すると前から美里の姿が見えた。相変わらず犬のぬいぐるみを大事そうに抱えていた。


「あ、美里先輩!こんばんは」


「こんばんは。何か用?」


「えっと…もし、男の子へプレゼントをあげるなら…美里先輩は何をプレゼントしますか?」


質問の内容に面を食らったような顔をしたが、美里は犬のぬいぐるみをぎゅっと握り締めて、口の端を上げた。


「ふぅん?へぇ?」


「………?」


「私なら…その子の好きな物、かな」


「その子の好きな物…」


美里の言葉を反芻する。

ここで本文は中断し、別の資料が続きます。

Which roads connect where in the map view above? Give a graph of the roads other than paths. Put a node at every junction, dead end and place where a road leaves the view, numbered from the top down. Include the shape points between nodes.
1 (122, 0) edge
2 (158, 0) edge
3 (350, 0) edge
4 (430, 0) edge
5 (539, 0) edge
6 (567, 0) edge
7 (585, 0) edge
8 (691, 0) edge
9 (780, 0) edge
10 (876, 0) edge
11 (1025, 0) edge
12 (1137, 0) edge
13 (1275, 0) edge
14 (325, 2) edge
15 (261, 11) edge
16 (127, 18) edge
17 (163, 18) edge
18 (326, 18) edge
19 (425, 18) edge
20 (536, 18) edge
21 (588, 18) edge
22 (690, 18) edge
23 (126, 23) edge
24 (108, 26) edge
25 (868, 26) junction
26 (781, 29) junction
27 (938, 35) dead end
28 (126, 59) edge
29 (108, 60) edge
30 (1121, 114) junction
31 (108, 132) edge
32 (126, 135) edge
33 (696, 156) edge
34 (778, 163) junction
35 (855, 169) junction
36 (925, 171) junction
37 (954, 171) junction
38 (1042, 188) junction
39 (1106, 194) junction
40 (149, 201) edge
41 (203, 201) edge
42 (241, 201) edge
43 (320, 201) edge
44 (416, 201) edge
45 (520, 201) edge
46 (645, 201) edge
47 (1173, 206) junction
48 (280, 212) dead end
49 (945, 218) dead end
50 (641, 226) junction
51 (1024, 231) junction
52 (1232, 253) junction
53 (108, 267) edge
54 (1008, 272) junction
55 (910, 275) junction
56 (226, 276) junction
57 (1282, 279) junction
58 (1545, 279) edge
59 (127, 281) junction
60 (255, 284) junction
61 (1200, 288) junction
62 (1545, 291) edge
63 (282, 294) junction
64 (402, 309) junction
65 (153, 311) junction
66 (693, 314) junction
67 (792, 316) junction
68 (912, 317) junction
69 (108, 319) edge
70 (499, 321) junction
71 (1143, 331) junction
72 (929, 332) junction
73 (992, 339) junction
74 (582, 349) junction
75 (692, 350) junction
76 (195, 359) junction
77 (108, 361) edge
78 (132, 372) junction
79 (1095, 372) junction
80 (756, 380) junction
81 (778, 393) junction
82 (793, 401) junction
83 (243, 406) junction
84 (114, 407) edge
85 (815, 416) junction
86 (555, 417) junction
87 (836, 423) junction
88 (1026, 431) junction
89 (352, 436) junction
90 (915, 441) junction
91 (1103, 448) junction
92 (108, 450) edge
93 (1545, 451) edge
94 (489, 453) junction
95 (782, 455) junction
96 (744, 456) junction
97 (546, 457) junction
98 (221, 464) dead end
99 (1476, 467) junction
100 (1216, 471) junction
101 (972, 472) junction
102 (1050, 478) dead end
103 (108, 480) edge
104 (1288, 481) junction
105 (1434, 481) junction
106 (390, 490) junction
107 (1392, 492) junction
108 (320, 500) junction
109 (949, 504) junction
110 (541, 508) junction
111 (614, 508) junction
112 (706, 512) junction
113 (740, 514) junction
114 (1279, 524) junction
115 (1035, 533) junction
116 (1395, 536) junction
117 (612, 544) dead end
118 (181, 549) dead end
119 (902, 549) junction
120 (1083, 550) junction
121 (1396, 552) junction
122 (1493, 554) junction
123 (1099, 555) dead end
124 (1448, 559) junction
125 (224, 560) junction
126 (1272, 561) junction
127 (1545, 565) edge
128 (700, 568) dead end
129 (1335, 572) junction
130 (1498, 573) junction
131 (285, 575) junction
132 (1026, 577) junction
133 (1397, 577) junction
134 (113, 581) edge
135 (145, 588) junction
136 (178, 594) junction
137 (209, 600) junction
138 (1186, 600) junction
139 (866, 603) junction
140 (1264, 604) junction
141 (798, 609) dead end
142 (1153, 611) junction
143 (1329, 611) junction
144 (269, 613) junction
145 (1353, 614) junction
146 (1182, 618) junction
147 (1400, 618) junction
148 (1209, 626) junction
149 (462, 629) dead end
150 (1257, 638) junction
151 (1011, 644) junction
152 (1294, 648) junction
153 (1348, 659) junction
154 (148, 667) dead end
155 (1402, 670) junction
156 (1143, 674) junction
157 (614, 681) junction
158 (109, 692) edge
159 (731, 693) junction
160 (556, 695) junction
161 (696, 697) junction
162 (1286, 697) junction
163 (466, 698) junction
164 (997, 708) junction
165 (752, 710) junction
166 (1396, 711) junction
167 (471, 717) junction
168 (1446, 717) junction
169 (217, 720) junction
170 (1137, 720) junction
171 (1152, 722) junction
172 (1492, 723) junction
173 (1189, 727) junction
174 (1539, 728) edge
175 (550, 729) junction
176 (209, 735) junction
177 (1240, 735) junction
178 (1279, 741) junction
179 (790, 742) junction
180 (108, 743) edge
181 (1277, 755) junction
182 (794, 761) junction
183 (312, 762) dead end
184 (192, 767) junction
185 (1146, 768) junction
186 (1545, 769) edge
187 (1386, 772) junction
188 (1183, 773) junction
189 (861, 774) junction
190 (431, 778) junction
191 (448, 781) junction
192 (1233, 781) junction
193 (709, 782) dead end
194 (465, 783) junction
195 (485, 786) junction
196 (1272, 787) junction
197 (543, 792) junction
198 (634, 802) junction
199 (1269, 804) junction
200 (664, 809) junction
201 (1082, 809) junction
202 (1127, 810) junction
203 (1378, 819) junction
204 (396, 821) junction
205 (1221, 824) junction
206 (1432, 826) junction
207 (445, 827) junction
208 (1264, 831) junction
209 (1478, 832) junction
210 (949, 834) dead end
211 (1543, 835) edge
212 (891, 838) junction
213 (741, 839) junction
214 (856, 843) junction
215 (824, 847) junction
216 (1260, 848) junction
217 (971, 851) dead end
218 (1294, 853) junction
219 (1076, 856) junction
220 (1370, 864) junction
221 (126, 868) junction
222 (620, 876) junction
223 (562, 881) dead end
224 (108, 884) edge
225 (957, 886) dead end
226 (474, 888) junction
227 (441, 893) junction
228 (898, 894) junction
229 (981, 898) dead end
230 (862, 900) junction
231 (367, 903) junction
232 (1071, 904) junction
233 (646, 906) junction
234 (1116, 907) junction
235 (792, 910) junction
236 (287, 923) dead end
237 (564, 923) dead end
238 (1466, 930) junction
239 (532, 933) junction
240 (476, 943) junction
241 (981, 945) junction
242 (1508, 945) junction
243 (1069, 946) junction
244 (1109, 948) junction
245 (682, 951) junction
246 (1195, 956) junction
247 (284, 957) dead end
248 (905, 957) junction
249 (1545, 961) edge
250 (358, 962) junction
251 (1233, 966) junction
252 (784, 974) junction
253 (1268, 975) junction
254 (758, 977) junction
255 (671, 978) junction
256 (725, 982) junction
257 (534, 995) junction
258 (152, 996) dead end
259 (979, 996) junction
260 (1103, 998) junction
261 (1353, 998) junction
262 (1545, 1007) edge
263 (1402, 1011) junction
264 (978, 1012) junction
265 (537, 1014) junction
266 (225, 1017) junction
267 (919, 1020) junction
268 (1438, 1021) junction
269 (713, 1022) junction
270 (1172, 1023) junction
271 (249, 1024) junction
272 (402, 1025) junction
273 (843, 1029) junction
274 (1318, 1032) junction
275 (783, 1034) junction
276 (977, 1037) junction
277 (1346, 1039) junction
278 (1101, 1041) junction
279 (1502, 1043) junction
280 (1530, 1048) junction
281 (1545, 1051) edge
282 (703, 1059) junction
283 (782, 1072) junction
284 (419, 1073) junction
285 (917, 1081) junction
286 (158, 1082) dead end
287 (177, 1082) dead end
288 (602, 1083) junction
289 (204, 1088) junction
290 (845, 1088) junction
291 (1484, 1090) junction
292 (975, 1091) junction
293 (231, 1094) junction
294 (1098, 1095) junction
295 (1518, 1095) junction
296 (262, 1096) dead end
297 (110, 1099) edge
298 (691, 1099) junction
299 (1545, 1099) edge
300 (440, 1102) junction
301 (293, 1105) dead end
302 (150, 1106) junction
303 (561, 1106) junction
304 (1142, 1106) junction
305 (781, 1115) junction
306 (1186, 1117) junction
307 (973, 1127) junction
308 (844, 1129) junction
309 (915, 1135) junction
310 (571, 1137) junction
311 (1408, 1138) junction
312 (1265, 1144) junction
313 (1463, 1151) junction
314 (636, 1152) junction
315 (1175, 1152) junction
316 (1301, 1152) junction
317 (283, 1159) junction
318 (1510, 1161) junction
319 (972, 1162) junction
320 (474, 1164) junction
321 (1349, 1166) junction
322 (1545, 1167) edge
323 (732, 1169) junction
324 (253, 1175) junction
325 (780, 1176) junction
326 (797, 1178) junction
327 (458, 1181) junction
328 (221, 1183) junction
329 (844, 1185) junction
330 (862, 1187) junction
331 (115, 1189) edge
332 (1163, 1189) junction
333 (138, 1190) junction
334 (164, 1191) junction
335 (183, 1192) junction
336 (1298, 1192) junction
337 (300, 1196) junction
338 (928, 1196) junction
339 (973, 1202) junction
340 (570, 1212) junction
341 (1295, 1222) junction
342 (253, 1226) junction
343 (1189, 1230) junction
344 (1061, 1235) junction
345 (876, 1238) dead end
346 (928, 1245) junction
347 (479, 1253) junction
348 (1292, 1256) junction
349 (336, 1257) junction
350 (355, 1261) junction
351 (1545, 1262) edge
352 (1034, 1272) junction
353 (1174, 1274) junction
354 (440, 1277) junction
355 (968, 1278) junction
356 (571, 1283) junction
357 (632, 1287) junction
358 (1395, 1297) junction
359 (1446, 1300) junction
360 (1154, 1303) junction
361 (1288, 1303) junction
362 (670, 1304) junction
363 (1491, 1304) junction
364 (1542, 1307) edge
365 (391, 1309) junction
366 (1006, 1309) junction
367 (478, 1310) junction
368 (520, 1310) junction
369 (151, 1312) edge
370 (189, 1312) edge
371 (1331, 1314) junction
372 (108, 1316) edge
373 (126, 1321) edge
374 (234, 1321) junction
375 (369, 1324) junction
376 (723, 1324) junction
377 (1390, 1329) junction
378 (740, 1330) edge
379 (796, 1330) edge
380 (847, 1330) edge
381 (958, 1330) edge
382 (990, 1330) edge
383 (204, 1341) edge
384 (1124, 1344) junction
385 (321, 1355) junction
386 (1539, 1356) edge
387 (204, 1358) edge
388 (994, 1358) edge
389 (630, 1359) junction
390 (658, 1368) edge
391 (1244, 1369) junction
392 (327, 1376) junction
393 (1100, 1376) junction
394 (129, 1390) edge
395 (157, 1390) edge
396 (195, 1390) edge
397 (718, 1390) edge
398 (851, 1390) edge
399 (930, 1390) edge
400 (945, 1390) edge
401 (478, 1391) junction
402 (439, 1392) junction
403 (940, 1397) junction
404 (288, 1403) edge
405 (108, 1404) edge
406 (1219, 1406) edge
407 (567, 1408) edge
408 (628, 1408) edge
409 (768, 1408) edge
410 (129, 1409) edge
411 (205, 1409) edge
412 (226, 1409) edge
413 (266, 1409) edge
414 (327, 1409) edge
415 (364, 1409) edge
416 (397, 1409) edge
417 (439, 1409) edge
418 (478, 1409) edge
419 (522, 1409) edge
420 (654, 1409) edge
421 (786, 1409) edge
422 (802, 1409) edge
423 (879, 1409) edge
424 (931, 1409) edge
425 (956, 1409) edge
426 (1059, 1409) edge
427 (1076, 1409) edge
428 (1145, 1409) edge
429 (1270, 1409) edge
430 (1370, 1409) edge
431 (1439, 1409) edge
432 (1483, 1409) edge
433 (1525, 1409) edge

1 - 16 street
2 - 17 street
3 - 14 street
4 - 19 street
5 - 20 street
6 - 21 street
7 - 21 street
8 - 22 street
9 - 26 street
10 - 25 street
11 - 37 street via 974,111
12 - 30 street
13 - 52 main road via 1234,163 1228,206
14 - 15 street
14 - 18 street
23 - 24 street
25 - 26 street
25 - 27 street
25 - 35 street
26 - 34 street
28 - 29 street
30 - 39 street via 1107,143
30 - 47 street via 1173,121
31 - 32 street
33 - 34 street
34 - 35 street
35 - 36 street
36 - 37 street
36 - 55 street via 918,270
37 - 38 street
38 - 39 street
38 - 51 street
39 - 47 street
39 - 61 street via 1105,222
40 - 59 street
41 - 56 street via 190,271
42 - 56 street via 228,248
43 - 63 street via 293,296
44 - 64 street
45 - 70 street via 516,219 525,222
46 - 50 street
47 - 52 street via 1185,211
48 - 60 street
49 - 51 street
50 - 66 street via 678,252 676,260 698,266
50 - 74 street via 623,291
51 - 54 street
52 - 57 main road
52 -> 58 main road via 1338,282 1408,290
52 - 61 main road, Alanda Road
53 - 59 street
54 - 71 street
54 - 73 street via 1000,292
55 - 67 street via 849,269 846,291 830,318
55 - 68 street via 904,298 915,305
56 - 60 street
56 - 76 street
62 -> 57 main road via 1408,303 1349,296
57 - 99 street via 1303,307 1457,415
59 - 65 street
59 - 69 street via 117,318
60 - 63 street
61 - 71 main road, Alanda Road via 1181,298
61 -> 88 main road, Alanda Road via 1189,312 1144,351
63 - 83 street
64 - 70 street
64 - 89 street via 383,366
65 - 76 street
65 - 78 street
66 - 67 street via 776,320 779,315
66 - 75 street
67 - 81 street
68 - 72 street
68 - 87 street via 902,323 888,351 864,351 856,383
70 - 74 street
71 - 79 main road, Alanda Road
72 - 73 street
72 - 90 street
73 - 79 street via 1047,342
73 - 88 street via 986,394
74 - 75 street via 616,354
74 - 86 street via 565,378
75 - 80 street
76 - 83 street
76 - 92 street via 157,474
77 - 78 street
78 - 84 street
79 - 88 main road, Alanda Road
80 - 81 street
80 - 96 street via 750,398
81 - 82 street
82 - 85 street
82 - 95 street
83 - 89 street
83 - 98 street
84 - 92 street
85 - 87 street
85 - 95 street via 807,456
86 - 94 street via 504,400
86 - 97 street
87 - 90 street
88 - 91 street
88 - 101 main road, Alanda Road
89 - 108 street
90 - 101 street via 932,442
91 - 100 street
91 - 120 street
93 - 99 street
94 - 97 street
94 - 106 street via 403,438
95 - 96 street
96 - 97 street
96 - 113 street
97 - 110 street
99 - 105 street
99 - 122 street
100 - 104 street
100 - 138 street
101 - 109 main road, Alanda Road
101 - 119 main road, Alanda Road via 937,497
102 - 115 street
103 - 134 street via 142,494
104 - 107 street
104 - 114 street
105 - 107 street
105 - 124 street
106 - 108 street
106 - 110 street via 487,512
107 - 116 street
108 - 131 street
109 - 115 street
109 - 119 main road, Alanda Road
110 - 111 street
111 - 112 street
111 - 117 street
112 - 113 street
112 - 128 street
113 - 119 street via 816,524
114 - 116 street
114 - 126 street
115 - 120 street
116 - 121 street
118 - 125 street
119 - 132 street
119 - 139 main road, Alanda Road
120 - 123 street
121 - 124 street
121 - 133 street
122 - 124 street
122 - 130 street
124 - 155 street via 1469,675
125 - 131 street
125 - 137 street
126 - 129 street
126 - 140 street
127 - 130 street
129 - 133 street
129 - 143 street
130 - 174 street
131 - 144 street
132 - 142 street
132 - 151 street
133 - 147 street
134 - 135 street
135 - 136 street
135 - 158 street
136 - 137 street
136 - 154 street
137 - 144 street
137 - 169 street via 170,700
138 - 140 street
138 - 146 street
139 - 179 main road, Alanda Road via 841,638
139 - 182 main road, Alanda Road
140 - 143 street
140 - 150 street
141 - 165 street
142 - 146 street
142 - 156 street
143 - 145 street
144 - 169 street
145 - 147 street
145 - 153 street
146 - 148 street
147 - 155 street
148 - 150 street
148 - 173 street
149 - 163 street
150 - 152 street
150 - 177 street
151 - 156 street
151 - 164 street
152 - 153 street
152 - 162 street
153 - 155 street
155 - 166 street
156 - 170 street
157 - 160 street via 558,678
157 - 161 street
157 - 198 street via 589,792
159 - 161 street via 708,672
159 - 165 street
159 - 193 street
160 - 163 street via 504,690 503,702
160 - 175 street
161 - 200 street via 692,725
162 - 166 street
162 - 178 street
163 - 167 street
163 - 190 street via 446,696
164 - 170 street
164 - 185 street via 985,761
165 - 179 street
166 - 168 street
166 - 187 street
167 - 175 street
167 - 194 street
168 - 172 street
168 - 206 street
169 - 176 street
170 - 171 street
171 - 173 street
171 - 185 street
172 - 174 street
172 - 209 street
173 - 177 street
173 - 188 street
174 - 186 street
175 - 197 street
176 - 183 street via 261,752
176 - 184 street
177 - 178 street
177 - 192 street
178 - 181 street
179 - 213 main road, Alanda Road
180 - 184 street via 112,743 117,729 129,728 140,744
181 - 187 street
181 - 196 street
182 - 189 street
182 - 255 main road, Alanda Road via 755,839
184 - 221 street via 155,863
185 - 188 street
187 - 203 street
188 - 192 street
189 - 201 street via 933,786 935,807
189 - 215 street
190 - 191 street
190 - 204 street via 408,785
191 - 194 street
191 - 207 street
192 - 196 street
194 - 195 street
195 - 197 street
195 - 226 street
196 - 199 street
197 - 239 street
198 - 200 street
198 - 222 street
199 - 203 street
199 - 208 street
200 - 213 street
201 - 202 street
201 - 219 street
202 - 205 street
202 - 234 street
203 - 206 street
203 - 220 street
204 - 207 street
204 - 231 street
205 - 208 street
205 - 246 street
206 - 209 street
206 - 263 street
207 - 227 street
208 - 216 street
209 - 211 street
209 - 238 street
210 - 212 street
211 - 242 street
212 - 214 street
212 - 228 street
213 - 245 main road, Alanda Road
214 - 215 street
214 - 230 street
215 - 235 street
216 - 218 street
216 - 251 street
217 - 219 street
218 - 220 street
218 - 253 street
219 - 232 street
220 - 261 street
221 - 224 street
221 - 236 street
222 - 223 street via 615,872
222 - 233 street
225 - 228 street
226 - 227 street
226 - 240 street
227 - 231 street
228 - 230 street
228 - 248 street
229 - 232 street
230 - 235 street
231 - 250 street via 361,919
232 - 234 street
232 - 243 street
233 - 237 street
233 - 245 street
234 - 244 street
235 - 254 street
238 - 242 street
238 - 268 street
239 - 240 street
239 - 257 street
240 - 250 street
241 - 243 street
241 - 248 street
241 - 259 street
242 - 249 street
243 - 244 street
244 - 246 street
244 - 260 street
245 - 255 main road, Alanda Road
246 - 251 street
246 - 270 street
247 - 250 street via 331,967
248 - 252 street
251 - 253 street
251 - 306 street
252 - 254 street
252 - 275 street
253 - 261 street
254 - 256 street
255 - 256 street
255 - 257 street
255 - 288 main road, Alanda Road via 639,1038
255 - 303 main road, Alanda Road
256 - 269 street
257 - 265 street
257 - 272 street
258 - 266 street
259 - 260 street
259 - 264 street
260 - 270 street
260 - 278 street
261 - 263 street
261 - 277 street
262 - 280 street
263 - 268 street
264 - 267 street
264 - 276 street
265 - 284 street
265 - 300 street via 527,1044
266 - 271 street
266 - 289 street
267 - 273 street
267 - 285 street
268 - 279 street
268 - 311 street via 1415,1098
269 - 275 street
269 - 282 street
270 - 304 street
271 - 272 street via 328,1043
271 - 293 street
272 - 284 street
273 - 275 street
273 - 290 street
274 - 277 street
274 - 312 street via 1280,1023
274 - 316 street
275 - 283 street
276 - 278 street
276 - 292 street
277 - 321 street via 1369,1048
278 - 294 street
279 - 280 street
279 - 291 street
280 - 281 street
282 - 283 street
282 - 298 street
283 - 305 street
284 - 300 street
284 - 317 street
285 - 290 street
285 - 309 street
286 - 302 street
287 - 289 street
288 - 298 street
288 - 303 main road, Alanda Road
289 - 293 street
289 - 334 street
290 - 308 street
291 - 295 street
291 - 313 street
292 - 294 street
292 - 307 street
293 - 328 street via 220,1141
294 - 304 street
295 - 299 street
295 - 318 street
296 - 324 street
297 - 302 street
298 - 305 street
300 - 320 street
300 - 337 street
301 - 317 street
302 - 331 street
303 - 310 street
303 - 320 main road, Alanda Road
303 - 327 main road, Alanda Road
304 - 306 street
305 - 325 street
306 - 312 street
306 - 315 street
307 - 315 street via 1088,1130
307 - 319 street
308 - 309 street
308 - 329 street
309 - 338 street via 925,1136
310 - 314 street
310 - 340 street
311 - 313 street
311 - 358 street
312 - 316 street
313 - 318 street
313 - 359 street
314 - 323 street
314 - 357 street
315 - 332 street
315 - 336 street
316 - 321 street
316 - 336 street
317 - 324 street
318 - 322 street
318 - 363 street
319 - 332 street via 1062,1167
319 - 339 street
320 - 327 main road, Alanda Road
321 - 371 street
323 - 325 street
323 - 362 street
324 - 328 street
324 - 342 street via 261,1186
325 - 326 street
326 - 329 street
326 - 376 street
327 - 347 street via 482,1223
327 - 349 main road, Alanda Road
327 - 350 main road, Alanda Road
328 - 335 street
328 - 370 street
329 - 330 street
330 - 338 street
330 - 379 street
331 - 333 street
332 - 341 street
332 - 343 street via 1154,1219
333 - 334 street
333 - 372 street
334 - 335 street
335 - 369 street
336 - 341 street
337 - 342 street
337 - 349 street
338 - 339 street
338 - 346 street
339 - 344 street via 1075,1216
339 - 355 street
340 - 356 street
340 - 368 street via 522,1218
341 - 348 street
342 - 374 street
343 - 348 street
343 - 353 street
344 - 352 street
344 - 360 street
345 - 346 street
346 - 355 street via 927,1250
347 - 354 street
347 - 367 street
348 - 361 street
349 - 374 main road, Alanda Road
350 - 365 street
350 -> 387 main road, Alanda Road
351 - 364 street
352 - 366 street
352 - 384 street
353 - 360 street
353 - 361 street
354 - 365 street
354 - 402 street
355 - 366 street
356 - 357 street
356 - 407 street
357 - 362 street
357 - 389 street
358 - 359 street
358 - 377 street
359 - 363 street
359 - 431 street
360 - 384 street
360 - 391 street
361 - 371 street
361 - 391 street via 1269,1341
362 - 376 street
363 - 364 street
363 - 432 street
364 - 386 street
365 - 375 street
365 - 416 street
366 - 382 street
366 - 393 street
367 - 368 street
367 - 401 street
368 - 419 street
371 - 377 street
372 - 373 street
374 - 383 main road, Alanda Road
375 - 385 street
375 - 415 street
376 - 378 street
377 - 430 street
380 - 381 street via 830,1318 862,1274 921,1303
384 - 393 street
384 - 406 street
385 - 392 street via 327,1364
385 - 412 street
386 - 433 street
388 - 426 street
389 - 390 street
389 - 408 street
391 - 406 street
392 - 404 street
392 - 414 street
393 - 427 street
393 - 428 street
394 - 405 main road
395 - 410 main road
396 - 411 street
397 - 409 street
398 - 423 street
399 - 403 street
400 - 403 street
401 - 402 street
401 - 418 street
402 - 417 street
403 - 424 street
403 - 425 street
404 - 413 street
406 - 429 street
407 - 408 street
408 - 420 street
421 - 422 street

美里はコクリと頷いて、去り際に一言残した。


「紅茶、とかね」


「…!?」


ばっ、と美里の背を見つめる。美里は少しだけ振り向いてニィッと笑った。呆然と見つめ、陽羽は呟いた。


「ど、どうして…」


疑問は残ったままだったが、陽羽は再び屋敷の中を歩き始めた。


「財布…手作り…好きな物…」


「何呟いてるっスか?」


驚いて振り向くと、背後に蓮と侑が立っていた。


「さ、皐月君…水無月先輩」


「っス」


お互いに軽く会釈する。


「それで。何か考え事っスか?」


「えっと…」


(皐月君と水無月先輩に相談しようかな…同じ男の子だし)


陽羽は先程美里にした質問と同じ質問をする。悩む蓮に対し、侑は即答した。


「お菓子」


「お菓子ですか…」


「ゲームじゃないんスね」


「地雷だったりもってるやつと被ったりするかもじゃん。ゲームは自分で買って自分でプレイするのが楽しいんだよ」


(どうしよう…全然分からない)


侑の言っている事はほとんど理解出来なかったが、好きな物でも被るといけない、というのは頷ける。


「皐月君は何かある?」


「俺は貰えるなら何でも喜んで受け取るっス。でも使い勝手がいいのがいいっスかね」


(難しいなぁ…)


二人に礼を言い、一度自室に戻る。机の上に置いてあるメモを一枚ちぎり、今までに出てきた物をメモしていく。


(あとは…本人にさりげなく聞いてみる…?)


静かな部屋の中、はぁ、と息を深く吐いた。